A New Year story: BRICs to MINTs, Jim O’Neill has world economy covered

RASHMEE ROSHAN LALL January 11, 2014

patrick_welham_opinion_illustration_05121_450Former Goldman Sachs economist Jim O’Neill, aka the man who made BRICs a household term, is being credited with the new fascination for MINTs. Which is to say Mexico, Indonesia, Nigeria, Turkey, the new BRICs so to speak, or frontier markets with promising economies much smaller than those of Brazil, Russia, India and China.

Some say that Mr O’Neill is not really the father of MINTs. Bloomberg View columnist Matthew C. Klein has tweeted that Fidelity coined the term MINT back in 2011.

Whatever the reality, the rise of the MINTs and the loss of market interest in BRICs is a salutary story of the way in which investors are able to move on if growth and development falls short of expectations.

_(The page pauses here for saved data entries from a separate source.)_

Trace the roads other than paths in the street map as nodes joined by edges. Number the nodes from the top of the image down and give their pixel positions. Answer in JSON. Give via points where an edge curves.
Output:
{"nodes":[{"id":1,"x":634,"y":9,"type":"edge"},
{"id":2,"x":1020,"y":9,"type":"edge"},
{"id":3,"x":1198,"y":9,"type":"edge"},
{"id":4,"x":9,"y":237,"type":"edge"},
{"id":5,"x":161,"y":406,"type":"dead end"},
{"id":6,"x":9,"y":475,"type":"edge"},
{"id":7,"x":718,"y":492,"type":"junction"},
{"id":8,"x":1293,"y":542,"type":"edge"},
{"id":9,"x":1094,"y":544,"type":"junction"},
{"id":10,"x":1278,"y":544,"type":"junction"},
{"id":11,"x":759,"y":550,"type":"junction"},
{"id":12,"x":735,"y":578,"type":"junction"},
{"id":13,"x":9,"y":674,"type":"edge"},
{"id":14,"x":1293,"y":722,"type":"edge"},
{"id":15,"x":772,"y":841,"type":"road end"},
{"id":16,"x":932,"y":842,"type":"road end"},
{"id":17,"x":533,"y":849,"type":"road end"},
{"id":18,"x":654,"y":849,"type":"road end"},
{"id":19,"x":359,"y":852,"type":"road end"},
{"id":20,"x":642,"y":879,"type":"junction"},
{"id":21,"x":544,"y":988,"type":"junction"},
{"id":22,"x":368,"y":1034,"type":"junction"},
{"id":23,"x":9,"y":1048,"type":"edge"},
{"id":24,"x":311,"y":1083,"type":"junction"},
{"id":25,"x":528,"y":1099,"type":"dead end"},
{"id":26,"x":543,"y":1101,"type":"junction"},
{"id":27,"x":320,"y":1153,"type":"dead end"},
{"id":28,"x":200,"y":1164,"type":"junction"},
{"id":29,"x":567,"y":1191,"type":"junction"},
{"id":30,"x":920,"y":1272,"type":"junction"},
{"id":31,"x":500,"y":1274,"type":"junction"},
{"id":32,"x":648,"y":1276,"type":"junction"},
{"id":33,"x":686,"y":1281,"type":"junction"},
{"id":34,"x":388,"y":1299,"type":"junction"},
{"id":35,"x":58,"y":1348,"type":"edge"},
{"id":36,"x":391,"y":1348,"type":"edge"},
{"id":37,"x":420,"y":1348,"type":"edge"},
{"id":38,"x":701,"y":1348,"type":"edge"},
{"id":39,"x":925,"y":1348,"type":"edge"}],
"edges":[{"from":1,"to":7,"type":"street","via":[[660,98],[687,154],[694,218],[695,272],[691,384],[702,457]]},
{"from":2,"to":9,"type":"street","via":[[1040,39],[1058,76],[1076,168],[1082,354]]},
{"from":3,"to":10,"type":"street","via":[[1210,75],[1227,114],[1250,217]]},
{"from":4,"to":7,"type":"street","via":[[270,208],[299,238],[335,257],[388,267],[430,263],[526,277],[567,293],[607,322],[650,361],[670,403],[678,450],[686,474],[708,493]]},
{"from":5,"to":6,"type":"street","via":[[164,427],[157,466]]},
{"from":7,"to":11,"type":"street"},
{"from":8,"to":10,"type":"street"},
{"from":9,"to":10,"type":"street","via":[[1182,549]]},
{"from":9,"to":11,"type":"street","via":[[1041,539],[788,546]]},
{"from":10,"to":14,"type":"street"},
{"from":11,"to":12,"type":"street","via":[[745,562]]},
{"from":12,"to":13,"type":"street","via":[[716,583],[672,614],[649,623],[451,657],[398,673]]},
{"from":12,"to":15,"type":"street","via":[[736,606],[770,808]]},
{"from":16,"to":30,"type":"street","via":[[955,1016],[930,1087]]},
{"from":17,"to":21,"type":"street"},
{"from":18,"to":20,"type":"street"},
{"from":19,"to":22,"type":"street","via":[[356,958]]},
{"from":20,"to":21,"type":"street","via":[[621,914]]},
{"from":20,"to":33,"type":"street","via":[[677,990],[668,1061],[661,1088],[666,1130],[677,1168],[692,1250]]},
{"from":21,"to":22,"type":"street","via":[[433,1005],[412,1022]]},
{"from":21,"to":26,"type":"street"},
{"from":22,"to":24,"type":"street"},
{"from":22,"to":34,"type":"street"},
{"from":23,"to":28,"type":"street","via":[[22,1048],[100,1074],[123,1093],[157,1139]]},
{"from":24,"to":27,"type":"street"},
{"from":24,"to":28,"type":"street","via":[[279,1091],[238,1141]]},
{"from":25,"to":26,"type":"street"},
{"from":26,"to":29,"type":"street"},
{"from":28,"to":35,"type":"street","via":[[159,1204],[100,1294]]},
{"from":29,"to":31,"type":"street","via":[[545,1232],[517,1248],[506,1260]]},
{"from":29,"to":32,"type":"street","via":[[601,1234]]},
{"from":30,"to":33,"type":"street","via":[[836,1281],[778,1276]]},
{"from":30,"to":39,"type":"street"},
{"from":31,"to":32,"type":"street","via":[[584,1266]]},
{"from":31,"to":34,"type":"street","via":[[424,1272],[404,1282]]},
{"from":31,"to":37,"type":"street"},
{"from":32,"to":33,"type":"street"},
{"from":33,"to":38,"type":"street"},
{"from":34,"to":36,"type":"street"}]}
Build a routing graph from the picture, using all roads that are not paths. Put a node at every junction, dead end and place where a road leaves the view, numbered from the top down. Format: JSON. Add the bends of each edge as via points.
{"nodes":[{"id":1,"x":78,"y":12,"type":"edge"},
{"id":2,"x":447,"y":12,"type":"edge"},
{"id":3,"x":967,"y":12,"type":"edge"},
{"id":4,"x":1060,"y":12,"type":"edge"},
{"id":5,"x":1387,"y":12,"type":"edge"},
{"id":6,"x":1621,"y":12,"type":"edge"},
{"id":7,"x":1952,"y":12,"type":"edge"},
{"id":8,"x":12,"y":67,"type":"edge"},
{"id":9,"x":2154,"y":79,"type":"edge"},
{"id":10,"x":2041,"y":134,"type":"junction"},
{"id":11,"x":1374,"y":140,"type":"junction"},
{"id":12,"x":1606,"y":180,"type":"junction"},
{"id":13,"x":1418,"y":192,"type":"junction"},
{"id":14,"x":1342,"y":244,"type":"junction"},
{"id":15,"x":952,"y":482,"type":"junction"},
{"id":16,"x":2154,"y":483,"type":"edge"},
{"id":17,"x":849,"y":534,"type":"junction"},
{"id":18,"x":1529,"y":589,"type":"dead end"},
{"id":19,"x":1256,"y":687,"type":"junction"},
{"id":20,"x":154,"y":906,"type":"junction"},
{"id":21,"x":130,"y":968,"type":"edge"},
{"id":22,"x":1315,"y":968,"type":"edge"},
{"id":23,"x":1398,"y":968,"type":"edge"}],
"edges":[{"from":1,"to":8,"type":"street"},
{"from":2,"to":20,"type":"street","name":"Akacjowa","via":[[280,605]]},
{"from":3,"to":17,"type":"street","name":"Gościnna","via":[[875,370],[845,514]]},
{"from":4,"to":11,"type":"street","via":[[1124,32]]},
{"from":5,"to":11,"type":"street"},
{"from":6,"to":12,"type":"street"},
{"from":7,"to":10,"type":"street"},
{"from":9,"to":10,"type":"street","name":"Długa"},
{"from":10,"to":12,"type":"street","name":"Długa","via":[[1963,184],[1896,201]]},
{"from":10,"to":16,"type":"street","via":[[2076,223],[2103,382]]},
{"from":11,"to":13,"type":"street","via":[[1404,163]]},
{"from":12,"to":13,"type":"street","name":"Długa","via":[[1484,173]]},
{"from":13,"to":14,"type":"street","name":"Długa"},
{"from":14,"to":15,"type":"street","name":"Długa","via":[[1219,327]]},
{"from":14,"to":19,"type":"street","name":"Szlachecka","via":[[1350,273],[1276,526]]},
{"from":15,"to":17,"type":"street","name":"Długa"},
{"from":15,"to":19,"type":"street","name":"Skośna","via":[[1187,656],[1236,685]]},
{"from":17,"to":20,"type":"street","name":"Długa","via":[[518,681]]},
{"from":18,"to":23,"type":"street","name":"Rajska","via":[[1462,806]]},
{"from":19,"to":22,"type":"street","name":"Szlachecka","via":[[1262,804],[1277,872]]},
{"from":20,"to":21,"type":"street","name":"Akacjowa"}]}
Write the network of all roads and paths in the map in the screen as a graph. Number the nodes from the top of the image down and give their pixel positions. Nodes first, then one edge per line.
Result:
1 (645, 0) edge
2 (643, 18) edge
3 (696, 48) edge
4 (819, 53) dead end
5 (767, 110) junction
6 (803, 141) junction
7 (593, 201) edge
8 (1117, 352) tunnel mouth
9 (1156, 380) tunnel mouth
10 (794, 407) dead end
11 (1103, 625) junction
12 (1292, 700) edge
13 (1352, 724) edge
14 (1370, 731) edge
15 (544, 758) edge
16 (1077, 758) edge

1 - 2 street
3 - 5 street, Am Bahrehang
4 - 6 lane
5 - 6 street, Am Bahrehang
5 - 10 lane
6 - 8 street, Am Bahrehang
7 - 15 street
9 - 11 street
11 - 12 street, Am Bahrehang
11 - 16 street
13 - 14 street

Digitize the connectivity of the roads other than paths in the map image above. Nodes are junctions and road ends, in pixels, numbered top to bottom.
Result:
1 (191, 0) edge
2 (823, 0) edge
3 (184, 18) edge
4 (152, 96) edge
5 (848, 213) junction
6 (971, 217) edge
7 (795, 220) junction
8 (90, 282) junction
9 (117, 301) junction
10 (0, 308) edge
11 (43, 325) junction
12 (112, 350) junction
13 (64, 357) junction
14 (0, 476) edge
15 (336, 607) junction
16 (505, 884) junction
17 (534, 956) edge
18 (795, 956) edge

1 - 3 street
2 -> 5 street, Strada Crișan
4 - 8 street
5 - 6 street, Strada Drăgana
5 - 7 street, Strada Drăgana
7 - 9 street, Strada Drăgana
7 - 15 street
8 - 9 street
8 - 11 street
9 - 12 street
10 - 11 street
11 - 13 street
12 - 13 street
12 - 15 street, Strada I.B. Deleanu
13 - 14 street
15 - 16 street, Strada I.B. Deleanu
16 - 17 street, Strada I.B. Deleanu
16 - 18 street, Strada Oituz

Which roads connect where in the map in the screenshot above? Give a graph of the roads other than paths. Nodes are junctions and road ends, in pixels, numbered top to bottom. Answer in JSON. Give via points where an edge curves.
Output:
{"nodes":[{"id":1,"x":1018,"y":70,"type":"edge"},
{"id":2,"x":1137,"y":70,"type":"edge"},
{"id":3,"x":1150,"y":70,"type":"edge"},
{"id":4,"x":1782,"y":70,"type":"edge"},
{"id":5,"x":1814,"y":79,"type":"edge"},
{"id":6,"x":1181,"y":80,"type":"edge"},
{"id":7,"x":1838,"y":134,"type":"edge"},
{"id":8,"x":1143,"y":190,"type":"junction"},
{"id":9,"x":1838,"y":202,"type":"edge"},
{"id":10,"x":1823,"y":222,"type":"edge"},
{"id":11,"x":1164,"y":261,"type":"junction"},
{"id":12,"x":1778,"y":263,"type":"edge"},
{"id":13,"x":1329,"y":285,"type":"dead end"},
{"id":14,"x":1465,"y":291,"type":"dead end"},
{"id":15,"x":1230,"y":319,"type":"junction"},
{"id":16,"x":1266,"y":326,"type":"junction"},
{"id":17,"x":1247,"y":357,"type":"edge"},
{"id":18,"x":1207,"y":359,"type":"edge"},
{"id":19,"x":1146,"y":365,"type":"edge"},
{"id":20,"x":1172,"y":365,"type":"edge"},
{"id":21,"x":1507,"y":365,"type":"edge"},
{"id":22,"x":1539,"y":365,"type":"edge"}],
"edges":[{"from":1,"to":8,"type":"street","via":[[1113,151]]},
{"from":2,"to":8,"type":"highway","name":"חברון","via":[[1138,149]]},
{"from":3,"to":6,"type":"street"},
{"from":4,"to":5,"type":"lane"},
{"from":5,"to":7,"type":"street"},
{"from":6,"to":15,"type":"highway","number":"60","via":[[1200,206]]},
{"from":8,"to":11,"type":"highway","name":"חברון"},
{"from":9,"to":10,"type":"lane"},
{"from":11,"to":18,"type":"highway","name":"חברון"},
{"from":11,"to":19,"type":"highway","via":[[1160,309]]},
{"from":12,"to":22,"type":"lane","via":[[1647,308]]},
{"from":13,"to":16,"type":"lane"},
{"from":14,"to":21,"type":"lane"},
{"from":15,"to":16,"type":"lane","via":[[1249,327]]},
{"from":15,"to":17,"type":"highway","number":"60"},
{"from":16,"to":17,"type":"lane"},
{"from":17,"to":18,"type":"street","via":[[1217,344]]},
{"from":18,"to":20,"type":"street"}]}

On the BBC and everywhere else, Mr O’Neill has been directing the world’s attention to the MINTs, which “have very favorable demographics for at least the next 20 years” and economic prospects to match. They will never live up to the BRICs, he says, which will always remain much larger but they could rise into the ranks of the top 10 global economies by 2050. They share very multi-dimensional trade patterns and there is more natural affinity among MINTs than BRICs.

Two MINT-green decades of growth then?